Singer and dbt are different - dbt orchestrates stuff (evaluates macros and runs SQLs) while Singer actually has the data flow through it. So rewriting Singer in something fast (I guess Java since even the most obscure database has JDBC driver for it) would definitely help.

It would only help once you start shuttling around terabytes.

tomnipotent · on Dec 3, 2021

These tools were not built for multi-tb workloads, and pointing out that as a deficiency when it was clearly not a design goal is a misleading argument.

killingtime74 · on Dec 3, 2021

There are only languages people hate and ones no one use

pphysch · on Dec 3, 2021

and golang

jgraettinger1 · on Dec 3, 2021

Our own approach is to keep singer.io et al and JSON (flexible! streaming capable!), but deeply invest in JSON Schema to a) statically infer and map into other kinds of schema on your behalf -- TypeScript, Elastic Search, and SQL DDL so far -- and b) optimize validation so it's fast enough to be in the high-scale critical path. If you validate every document before it's read or written by your hacky transform, you've gone a long way towards limiting the bug blast radius.

lbotos · on Dec 3, 2021

I think this is what meltano is trying to help with?

https://www.meltano.com/

theptip · on Dec 3, 2021

Not really - meltano uses singer (ie extracts/loads data in JSON form) and dbt (for transformation, in the ELT pattern).

It’s a good tool (I use it), but the concerns GP is raising are very much its weaknesses.

smoyer · on Dec 3, 2021

In the other hand, it's convenient to use the same language as Jupyter Notebooks.

amznbyebyebye · on Dec 3, 2021

Can you give a before/after of what the desired state would look like?

jeanlaf · on Dec 3, 2021

Might be worth looking into Airbyte!

thejosh · on Dec 3, 2021

Airbyte looks great, and the UI is fantastic.

It uses Java for its connectors, and looks great but has issues importing a massive dataset into S3 as there is a chunk limit of 10k, and each chunk size is 5mb :).

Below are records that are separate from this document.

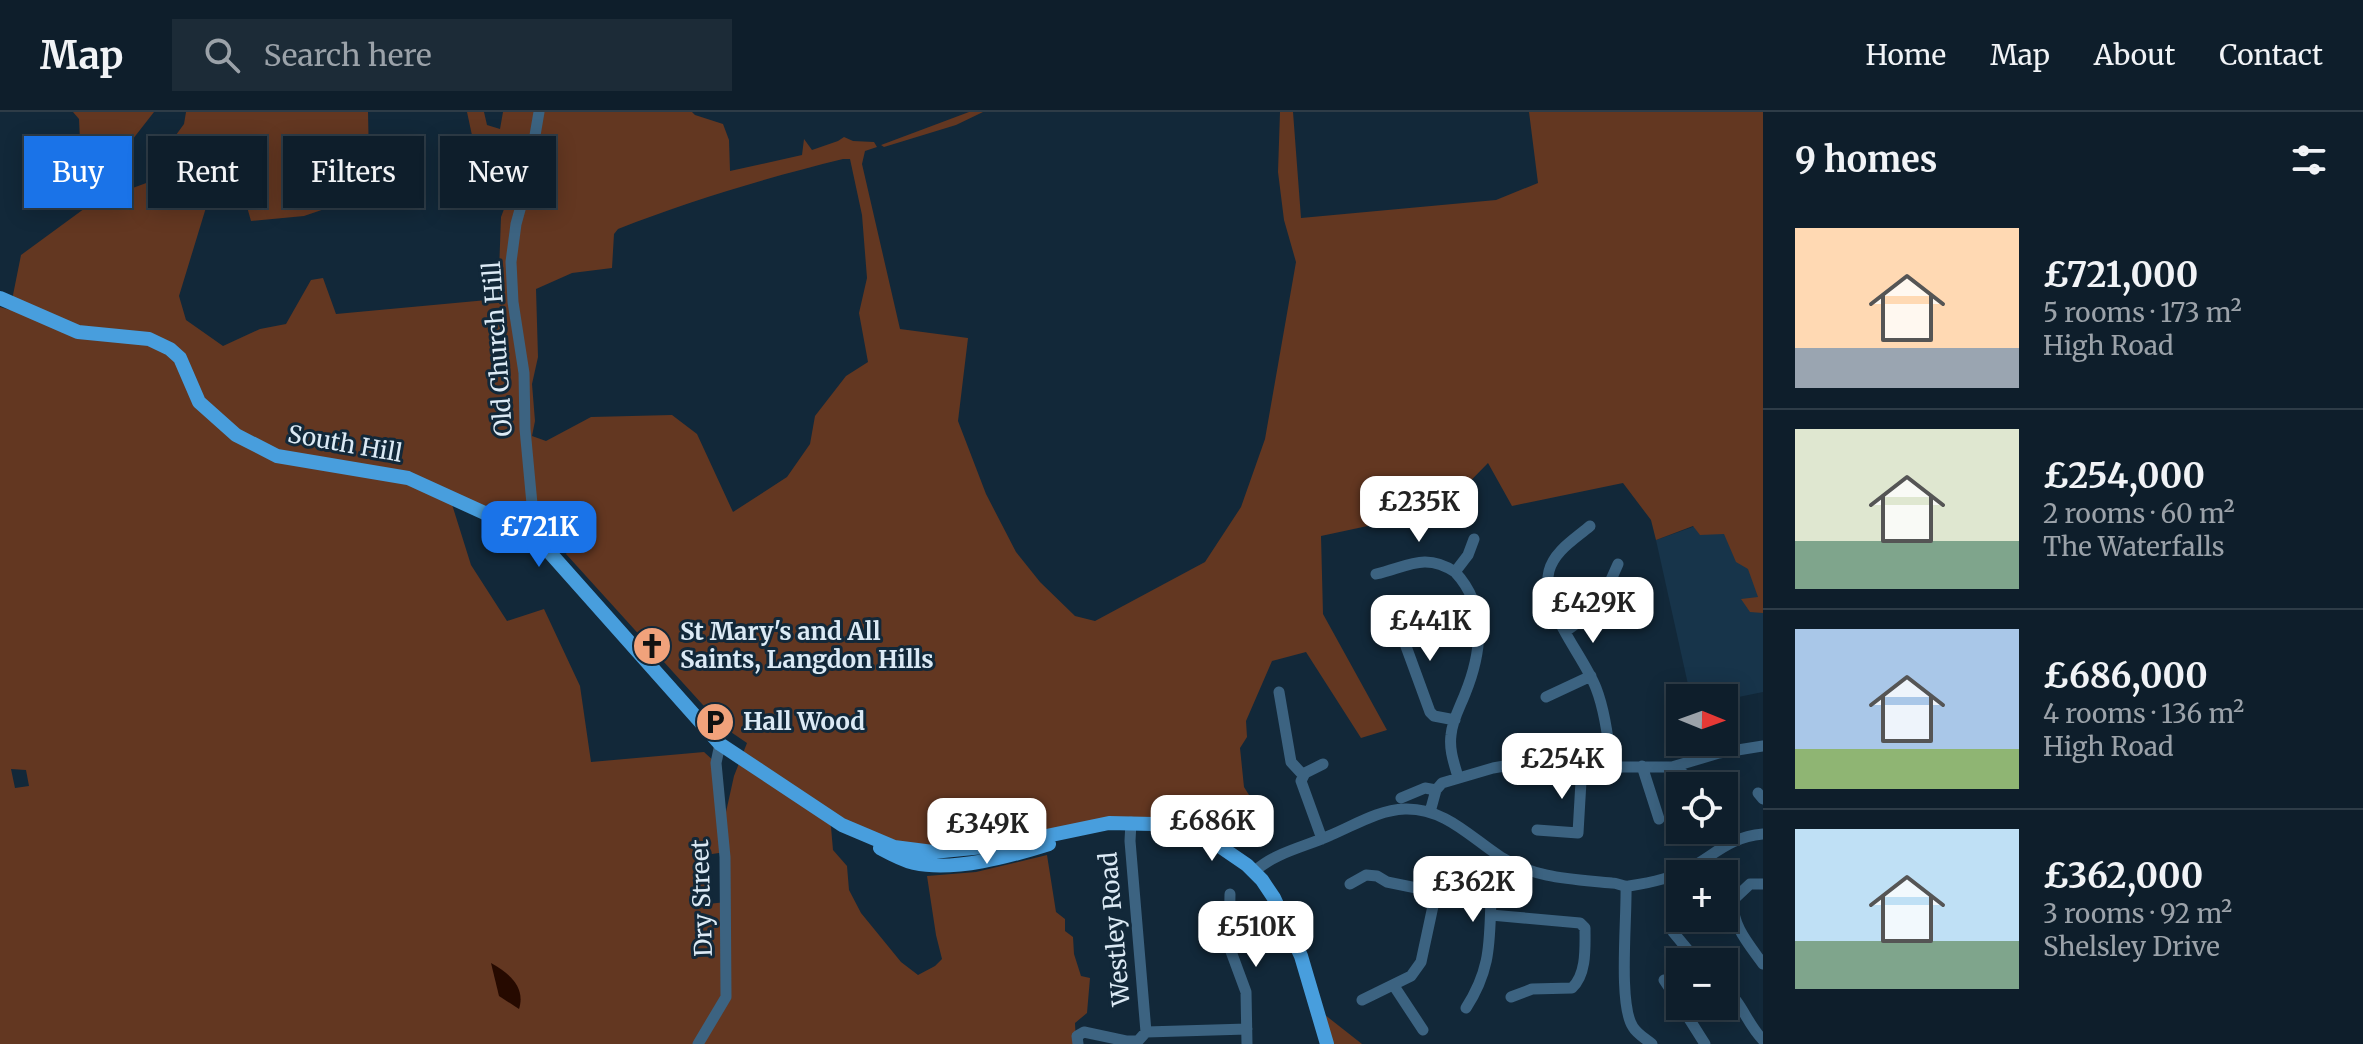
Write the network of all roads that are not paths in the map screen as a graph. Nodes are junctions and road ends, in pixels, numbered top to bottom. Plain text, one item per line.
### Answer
1 (539, 112) edge
2 (0, 298) edge
3 (1590, 526) dead end
4 (535, 536) junction
5 (1474, 539) dead end
6 (1618, 564) dead end
7 (1455, 572) junction
8 (1376, 574) dead end
9 (1611, 598) junction
10 (1396, 619) dead end
11 (1640, 620) dead end
12 (1566, 631) junction
13 (1591, 676) junction
14 (1279, 692) dead end
15 (1546, 697) dead end
16 (1455, 720) junction
17 (720, 744) junction
18 (1763, 746) edge
19 (1323, 764) dead end
20 (1582, 764) junction
21 (1642, 766) junction
22 (1611, 767) junction
23 (1672, 767) junction
24 (1680, 772) edge
25 (1303, 775) junction
26 (1458, 777) junction
27 (1436, 790) junction
28 (1401, 798) dead end
29 (1430, 812) junction
30 (1659, 819) dead end
31 (1131, 822) junction
32 (1537, 830) dead end
33 (1763, 834) edge
34 (1322, 839) junction
35 (1504, 859) junction
36 (1255, 871) junction
37 (1350, 884) dead end
38 (1763, 884) edge
39 (1626, 887) junction
40 (1436, 892) junction
41 (1492, 892) junction
42 (1230, 894) dead end
43 (1491, 915) junction
44 (1673, 932) dead end
45 (1686, 948) edge
46 (1763, 964) edge
47 (1664, 980) dead end
48 (1666, 983) edge
49 (1394, 986) junction
50 (1511, 997) dead end
51 (1362, 1000) dead end
52 (1738, 1001) edge
53 (1466, 1008) dead end
54 (1690, 1020) edge
55 (1247, 1029) junction
56 (1423, 1030) dead end
57 (1146, 1032) junction
58 (1763, 1040) edge
59 (698, 1044) edge
60 (1078, 1044) edge
61 (1247, 1044) edge
62 (1327, 1044) edge
63 (1652, 1044) edge
64 (1705, 1044) edge

1 - 4 street, Old Church Hill
2 - 4 main road, South Hill
3 - 12 street
4 - 17 main road
5 - 7 street
6 - 9 street
7 - 8 street
7 - 16 street
9 - 11 street
9 - 12 street
10 - 16 street
12 - 13 street
13 - 15 street
13 - 22 street
14 - 25 street
16 - 26 street
17 - 31 main road
17 - 59 street, Dry Street
18 - 23 street
19 - 25 street
20 - 22 street
20 - 26 street
20 - 32 street
21 - 22 street
21 - 23 street
21 - 30 street
23 - 24 street
25 - 34 street
26 - 27 street
27 - 28 street
27 - 29 street
29 - 34 street
29 - 35 street
31 - 36 main road
31 - 57 street, Westley Road
33 - 39 street
34 - 36 street
35 - 39 street
35 - 41 street
36 - 62 main road
37 - 40 street
38 - 46 street
39 - 63 street
40 - 41 street
40 - 49 street
41 - 43 street
42 - 55 street
43 - 50 street
43 - 53 street
44 - 45 street
47 - 48 street
49 - 51 street
49 - 56 street
52 - 58 street
54 - 64 street
55 - 57 street
55 - 61 street
57 - 60 street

jgraettinger1 · on Dec 3, 2021

We've used https://github.com/estuary/connectors/pkgs/container/source-... to load data sets in the many terabytes. Caveat that, while it's implemented to Airbyte's spec, we've only used it with Flow.

jeanlaf · on Dec 3, 2021

That’s the current focus of the team. Consolidating those connectors :)

lmm · on Dec 3, 2021

Something like Databricks?